One rather curious outcome of these recent revelations is that Oghuz Turkic speakers (Turks, Azeris, Turkmen) can now entertain the notion that some of the R1b-M269 in Turkey, Iran, Azerbaijan and Turkmenistan is Turkish in origin. The recent Scythian paper found their eastern Scythian samples were effectively Yamnaya/Afanasievo+Han combinations, and Central Asian Turks harboured most of their direct ancestry.

* Uyghurs being ~30% R1a1a yet only ~6% R1b, Iron Age Xiaohe being fully R1a-Z93-, and R1a's numerical dominance over R1b across all of Central Asia aside from specific niches in E-C Asia suggest that the Tarim, before the Medieval Uyghur conquest, was R1a1a dominated to begin with. The archaeological data indicates Andronovo effectively replaced Afanasievo anyway.

https://www.ncbi.nlm.nih.gov/pubmed/18428013 Its behind a paywall unfortunately.
But I remember seeing higher percentages of Hg O in Yugurs. The Yugurs left the Tarim in about 840 after the collapse of the Uyghur Khanate, so if there would be some medieval Turkish input, we should be able to see some differences in Y-Hgs in Uygur/Yugur (altough its only a single paper).

Megalophias
03-06-2017, 04:27 PM
There is a sample of 32 Yugurs from Gansu in Shou et al (2010), "Y-chromosome distributions among populations in Northwest China identify significant contributions from Central Asian pastoralists and lesser influence of western Eurasians". There are 8 STR hapotypes for haplogroups R1 and J only.

The Yugur R1 was reported as R1-M173(xR1b-M343, R1a1-M17).

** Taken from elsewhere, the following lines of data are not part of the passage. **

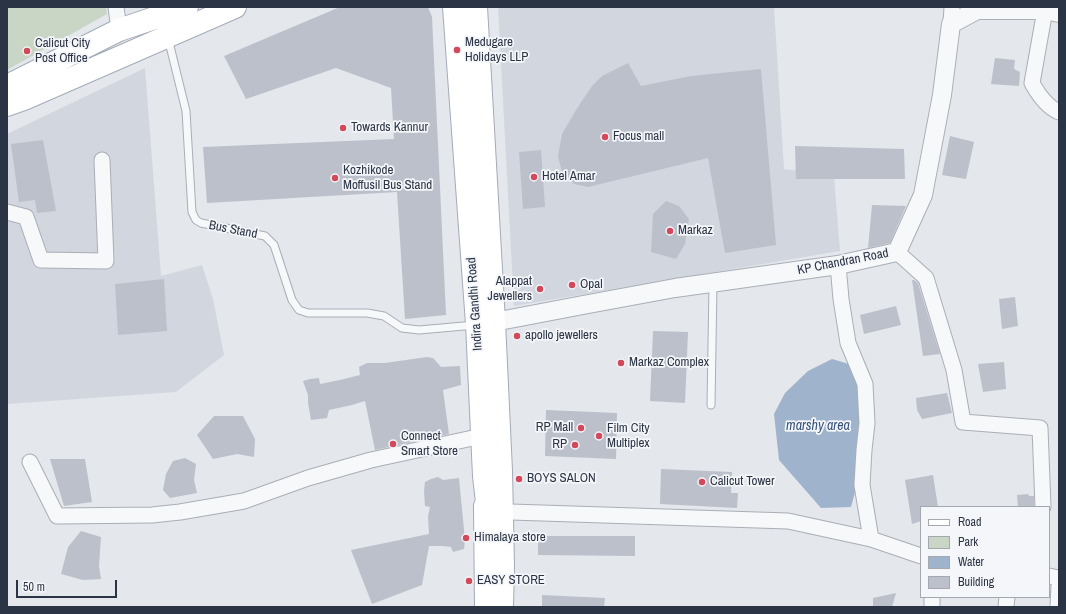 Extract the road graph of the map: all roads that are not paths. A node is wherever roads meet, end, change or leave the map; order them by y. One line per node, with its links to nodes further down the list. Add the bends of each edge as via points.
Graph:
1 (116, 7): 8 (street)
2 (187, 7): 8 (main road)
3 (234, 7): 9 (main road)
4 (454, 7): 18 (main road, Indira Gandhi Road)
5 (476, 7): 18 (main road, Indira Gandhi Road)
6 (1052, 12): 7 (street, KP Chandran Road, via 977,10); 12 (street, via 1032,83 1046,103)
7 (952, 15): 15 (street, KP Chandran Road, via 942,95 923,195)
8 (119, 30): 10 (main road)
9 (167, 36): 11 (main road); 18 (lane, Bus Stand, via 186,112 192,212 196,220 265,236 274,245 292,300 299,310 308,313 367,313 384,316 402,328 419,330)
10 (7, 86)
11 (7, 105)
12 (1059, 112)
13 (102, 160): 14 (street, via 106,261 41,260 26,217)
14 (7, 212)
15 (897, 252): 16 (street, KP Chandran Road); 23 (street, via 926,278 954,370 963,422 1040,428)
16 (838, 265): 17 (street, KP Chandran Road); 25 (street, via 848,343 865,384 867,424 862,485)
17 (713, 283): 18 (street, KP Chandran Road); 19 (lane)
18 (485, 323): 20 (main road, Indira Gandhi Road); 22 (main road, Indira Gandhi Road)
19 (711, 405)
20 (482, 436): 21 (street, via 371,460 308,478 244,501 152,515 57,516); 22 (main road, Indira Gandhi Road)
21 (30, 462)
22 (492, 473): 24 (main road); 28 (main road, Indira Gandhi Road, via 504,566)
23 (1043, 506)
24 (511, 512): 25 (street, via 788,521); 28 (main road)
25 (871, 539): 26 (street)
26 (920, 556)
27 (1059, 586): 29 (street)
28 (501, 605)
29 (1058, 607)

But the haplotypes have DYS390=19, which I gather is usually R1b-M73.

Afshar
03-07-2017, 08:04 AM
In "Eurasian Crossroads: A History of Xinjiang" it states that according to some scholars the Uyghur tribes that settled in Turfan/Beshbaliq/Kucha were actually Toqquz Oghuz from the west that fled from the Kirghiz assaults. So there is a good possibility some of these hgs are actual Turkish medieval input.